Bug#764814: freecad downloads and executes code

[D Haley]

Hi, and thanks for the quick response.

I was unaware of the licensing issue - I don't really have an opinion on 
the licencing problem, but more the technical issue of unsigned code 
execution. Whilst you/upstream control the resource, freecad doesn't 
confirm that the download actually comes from said resource - python 
will not check this.

An attacker can intercept the https initial handshake and impersonate 
the resource, as no signatures are checked. This is not hard if they 
control the network (eg public wifi/fake access point).

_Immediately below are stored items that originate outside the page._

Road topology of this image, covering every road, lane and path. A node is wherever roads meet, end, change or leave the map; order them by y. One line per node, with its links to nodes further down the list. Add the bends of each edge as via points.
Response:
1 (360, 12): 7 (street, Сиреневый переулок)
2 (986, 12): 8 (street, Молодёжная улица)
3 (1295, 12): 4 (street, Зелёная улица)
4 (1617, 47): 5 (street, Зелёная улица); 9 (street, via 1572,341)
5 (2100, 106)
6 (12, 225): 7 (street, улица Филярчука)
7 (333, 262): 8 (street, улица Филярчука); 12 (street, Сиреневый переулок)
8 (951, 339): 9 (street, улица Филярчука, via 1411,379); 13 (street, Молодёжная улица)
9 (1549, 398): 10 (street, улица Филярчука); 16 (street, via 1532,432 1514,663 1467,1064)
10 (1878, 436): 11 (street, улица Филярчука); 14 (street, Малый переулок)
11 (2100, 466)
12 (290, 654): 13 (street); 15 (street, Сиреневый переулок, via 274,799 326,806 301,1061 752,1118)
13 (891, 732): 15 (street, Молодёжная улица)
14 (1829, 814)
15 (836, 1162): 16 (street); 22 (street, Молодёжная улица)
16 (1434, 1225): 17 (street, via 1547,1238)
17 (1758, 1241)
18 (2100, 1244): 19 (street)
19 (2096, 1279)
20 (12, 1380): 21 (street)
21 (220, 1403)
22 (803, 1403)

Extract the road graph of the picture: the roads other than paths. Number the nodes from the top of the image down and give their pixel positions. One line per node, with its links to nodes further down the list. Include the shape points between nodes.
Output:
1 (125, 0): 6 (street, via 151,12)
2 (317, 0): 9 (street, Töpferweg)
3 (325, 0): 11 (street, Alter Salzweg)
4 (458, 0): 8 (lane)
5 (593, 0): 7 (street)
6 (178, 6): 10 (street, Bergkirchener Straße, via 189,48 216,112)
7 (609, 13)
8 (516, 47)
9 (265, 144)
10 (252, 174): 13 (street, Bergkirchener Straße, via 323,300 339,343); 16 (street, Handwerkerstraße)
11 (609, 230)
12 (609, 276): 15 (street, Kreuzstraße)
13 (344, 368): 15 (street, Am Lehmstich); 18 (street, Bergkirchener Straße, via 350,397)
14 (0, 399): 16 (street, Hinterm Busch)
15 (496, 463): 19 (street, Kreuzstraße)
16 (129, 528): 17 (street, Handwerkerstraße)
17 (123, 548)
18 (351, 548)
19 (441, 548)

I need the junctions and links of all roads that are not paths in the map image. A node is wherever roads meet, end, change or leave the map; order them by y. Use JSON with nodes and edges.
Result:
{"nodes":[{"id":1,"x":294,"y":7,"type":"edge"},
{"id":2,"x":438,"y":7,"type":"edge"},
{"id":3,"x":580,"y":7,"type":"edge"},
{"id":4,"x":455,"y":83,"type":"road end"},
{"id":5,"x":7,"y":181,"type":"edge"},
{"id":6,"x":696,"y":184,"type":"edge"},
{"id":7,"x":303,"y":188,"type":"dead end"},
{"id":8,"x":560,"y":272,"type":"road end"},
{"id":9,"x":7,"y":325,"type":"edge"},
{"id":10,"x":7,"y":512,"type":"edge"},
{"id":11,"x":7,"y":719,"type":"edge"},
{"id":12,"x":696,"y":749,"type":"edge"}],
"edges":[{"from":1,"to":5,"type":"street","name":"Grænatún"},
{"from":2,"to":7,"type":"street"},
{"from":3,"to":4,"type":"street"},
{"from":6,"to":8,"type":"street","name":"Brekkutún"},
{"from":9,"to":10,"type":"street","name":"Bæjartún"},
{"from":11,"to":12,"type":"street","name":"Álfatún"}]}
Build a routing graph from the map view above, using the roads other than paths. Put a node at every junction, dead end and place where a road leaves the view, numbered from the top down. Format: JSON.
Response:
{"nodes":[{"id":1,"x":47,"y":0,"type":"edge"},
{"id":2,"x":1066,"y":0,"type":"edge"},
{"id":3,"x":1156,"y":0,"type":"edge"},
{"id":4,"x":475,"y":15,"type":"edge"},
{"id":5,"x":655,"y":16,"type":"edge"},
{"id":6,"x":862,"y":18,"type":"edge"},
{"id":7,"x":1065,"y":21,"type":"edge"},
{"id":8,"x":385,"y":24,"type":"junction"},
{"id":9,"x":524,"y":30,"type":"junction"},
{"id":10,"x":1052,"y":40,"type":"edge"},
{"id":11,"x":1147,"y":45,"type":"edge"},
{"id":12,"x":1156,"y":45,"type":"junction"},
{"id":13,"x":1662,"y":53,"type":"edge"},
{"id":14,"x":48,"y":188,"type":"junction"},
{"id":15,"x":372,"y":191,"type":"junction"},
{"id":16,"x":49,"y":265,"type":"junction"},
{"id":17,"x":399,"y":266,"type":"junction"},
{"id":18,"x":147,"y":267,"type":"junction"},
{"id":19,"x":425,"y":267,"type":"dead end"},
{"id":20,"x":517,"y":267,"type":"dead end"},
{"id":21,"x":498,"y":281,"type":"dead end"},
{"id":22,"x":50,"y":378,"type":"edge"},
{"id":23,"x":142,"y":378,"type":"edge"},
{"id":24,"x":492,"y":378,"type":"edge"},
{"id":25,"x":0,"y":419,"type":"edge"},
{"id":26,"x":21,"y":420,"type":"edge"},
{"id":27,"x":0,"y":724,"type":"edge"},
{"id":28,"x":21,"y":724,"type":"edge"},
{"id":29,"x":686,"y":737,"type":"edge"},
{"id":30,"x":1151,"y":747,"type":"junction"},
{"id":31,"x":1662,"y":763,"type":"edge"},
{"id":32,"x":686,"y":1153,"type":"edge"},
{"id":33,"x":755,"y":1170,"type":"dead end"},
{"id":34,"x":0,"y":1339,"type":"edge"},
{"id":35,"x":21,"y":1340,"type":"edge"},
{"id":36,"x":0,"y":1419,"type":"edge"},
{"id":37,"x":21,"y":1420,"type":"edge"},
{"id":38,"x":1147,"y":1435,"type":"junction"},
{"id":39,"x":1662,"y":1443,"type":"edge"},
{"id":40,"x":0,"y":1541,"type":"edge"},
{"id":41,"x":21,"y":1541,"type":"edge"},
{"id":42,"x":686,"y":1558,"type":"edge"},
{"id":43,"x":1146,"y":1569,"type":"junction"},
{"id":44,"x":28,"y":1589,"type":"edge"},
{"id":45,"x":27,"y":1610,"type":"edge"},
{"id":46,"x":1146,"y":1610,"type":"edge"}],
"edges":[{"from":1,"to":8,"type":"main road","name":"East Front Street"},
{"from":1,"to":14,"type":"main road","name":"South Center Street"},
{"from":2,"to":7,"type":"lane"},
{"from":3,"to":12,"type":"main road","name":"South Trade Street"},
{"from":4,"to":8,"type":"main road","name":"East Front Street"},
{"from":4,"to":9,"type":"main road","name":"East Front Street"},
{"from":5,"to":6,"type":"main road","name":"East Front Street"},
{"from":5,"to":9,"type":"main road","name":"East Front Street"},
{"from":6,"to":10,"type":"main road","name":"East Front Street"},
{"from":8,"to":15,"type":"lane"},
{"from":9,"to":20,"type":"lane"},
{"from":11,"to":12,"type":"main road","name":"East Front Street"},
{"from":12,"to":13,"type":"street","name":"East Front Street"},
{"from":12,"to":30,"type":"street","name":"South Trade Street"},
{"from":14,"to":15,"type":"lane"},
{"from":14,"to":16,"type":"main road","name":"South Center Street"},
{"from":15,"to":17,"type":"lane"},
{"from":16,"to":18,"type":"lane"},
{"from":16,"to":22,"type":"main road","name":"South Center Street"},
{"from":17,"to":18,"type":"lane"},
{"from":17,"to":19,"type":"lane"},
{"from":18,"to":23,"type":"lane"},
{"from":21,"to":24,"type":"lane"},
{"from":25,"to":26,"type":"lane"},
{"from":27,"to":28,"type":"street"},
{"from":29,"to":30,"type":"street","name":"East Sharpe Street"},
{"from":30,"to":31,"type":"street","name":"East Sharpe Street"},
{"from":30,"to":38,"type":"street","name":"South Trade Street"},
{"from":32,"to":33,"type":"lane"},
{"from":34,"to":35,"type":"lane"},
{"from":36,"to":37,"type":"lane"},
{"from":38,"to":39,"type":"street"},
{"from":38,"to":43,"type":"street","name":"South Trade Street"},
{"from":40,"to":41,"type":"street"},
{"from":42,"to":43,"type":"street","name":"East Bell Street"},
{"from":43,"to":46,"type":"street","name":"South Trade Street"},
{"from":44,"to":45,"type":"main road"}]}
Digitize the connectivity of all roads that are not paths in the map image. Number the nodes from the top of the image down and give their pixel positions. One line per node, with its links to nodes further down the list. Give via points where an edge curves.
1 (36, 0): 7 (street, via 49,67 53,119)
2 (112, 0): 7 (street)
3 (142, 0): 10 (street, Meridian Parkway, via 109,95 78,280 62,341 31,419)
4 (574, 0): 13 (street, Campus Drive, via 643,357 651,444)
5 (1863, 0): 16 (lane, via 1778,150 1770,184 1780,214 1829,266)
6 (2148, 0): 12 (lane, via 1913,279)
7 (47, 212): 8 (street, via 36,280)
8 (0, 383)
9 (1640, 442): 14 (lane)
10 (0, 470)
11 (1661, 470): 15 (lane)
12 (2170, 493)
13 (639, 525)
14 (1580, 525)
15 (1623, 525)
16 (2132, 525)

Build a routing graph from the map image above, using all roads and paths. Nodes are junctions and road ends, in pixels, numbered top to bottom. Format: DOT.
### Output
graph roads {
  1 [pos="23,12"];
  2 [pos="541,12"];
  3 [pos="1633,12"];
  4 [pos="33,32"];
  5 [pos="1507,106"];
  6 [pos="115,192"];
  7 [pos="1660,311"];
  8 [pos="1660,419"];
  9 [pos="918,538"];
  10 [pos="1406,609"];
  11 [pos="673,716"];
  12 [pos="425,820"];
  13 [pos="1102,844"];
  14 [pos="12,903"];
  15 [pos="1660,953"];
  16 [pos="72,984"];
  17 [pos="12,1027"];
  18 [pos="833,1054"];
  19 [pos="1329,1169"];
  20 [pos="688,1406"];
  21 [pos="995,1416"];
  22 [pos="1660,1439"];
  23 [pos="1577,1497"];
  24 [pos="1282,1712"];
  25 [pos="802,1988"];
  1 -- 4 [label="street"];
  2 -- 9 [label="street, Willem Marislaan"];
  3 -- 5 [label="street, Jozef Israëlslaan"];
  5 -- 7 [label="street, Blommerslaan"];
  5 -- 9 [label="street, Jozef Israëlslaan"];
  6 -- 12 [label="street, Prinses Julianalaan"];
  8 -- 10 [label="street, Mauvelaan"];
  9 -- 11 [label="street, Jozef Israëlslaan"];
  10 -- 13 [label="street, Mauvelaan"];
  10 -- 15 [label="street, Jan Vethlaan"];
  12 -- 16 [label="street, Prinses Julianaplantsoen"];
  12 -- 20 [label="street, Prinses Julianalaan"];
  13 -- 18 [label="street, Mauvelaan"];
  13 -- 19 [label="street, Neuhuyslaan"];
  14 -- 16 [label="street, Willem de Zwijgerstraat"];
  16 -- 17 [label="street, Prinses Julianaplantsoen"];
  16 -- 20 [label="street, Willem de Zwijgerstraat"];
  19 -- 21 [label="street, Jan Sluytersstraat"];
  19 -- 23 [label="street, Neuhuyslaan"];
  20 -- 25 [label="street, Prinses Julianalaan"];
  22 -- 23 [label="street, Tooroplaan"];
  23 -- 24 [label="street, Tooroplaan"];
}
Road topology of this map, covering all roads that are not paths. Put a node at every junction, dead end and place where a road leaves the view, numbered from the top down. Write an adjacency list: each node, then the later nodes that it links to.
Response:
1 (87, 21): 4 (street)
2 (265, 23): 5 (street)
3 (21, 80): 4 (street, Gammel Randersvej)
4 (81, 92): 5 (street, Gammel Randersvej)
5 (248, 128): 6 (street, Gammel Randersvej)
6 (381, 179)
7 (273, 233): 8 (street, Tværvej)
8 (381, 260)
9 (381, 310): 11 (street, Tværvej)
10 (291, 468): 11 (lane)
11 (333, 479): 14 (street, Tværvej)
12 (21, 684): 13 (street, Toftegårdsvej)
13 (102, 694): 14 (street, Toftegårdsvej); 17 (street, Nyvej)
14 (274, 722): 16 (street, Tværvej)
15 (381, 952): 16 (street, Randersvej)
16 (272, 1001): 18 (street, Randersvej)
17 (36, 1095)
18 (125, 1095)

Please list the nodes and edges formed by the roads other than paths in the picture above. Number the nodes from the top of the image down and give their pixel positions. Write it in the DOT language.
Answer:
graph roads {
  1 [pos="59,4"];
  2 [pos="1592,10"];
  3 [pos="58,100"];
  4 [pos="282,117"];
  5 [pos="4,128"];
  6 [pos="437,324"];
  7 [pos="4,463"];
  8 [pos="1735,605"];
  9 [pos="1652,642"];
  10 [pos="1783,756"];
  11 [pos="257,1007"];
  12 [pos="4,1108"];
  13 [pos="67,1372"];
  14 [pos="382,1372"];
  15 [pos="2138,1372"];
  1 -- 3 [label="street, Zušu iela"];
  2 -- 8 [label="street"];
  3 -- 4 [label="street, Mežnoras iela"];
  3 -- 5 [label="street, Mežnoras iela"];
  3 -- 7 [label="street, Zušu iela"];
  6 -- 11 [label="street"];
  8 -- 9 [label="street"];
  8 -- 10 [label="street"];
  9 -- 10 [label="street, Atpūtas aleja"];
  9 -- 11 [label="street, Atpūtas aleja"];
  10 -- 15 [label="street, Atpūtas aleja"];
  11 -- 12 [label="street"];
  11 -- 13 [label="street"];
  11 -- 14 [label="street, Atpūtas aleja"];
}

I think there are several possible solutions, in varying orders of 
difficulty:

* Hard-code a given .py git identifier, then check the downloads SHA1 or 
SHA1 _and_ MD5 after the download. Hard-code the matching SHA1 in the 
freecad sources. Convert the url stream into a binary stream and pass it 
to python's SHA1 module, then check the result. The downside is of 
course, this is not upgradeable.

* Implement certificate checking in the freecad source, by locating and 
finding the debian certificates, parsing them and checking the 
provider's validity (pretty hard? I'm no python guru, but I understand 
the next python release will include certificate validation). Upgrades 
remain, but more complex.

Slightly less serious suggestions :
* Change freecad to use a different dxf backend (eg librecad's internal 
(BSD))
* Chance licence ;)

Thanks!